Hasta ahora puedo sentir la sangre helada corriendo por mis venas y el escalofrío bajando por mi espalda hasta mis talones.

Isabelle había tenido detención ese viernes, por haberle gritado a Delilah en medio de la clase de Literatura. Estaba susurrando cosas en su oído. Isabelle me dijo que le hubiese encantado encajarle un golpe en la mandíbula, pero se contuvo.

—Eres una ignorante...

—¡Déjame en paz, pedazo de basura!

Su castigo fue ordenar y limpiar la mitad de los salones de todo su instituto, con un chico de apellido Donovan, de último año, a quien llamaban Donny, a pesar de ser su nombre Milo. La invitó a salir, ella declinó su propuesta a pesar de tener muchísimas ganas de una ensalada de frutas con helado de fresa.

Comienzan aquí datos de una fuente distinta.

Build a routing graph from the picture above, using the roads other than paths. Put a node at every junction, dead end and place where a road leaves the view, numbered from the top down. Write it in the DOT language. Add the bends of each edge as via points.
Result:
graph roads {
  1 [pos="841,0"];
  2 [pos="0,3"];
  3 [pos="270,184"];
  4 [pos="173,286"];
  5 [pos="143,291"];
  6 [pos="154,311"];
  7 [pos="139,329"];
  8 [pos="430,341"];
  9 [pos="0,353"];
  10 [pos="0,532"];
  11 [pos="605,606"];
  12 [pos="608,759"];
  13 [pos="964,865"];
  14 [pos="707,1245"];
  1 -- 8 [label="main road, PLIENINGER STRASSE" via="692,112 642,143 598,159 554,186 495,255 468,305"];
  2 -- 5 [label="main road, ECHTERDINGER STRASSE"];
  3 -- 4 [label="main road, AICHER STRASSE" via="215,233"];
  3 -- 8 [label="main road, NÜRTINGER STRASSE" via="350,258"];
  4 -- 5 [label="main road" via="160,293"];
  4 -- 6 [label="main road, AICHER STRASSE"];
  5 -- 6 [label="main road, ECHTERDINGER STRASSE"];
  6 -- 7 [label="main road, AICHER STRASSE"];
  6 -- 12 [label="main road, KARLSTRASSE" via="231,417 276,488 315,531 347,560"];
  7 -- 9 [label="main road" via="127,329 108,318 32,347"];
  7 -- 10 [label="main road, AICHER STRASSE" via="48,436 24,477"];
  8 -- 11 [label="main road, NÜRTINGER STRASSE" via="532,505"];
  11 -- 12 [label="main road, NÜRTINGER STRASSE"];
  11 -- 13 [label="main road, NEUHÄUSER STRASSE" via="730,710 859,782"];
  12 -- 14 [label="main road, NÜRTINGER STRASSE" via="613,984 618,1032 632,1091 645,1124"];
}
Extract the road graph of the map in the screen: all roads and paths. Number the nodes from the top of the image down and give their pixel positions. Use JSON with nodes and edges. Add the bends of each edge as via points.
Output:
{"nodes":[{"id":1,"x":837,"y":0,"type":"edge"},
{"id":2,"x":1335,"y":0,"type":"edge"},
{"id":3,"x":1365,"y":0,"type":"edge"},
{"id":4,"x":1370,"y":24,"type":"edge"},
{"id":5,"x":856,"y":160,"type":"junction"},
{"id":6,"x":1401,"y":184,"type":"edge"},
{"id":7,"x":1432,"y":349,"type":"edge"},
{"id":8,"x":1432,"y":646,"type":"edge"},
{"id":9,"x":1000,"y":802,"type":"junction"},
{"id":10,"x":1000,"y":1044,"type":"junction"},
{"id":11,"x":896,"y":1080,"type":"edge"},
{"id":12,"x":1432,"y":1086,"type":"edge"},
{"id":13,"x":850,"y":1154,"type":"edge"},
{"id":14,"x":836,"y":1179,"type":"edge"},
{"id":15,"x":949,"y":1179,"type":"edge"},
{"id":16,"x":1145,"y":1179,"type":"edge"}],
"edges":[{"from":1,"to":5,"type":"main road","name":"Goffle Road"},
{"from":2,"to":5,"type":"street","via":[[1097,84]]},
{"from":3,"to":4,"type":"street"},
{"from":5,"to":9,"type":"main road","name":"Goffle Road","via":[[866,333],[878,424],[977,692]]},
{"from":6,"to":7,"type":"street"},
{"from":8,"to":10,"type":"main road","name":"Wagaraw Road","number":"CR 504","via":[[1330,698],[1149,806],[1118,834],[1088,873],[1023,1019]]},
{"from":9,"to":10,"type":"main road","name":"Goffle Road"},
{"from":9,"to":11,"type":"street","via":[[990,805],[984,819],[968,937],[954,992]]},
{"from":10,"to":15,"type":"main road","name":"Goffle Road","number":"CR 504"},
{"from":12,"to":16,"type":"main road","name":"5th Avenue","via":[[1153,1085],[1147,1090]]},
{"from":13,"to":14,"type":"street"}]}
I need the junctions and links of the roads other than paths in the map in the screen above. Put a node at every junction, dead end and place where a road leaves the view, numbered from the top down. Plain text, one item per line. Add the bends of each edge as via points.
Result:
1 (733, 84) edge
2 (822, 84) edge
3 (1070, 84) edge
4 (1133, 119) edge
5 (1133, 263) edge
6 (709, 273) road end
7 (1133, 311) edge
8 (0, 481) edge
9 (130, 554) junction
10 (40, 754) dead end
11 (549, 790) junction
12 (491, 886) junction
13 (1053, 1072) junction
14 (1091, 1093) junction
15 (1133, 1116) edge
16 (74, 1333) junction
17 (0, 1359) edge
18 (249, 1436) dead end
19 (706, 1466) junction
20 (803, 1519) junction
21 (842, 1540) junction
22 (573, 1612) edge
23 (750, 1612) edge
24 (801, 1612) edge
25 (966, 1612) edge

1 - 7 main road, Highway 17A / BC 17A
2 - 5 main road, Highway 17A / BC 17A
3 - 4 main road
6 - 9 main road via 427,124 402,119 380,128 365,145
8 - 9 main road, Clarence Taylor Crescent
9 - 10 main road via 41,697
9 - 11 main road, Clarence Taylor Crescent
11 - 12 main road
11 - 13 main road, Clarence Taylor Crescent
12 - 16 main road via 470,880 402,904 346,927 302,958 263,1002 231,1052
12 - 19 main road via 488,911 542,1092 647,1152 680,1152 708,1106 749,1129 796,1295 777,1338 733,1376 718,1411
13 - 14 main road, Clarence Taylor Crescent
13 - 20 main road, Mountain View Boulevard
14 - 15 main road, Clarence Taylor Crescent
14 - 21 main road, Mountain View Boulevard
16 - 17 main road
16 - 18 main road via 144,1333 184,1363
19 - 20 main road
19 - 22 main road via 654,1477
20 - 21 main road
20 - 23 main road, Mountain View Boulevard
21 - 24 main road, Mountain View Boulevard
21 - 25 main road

Cuando llegó a su casa, totalmente exhausta, me hizo prometer que la llevaría a la heladería. Yo accedí con una sonrisa, aunque jamás la lleve. No podía arriesgarme a salir del barrio con ella sin su padre supervisándolo todo, era una estupidez.

Comió la mitad de su almuerzo y se fumó medio cigarrillo, yo me lo terminé camino a su cuarto. No había nadie en casa, solo el fantasma de su padre que había movido algunas cosas en la mañana, y no había regresado para el almuerzo, aunque lo había dejado todo preparado para Isabelle. Siempre lo hacía. Vegetales a la mantequilla y pollo con especias elegantes de las cuales no puedo recordar nombres, pero ella lo disfrutó.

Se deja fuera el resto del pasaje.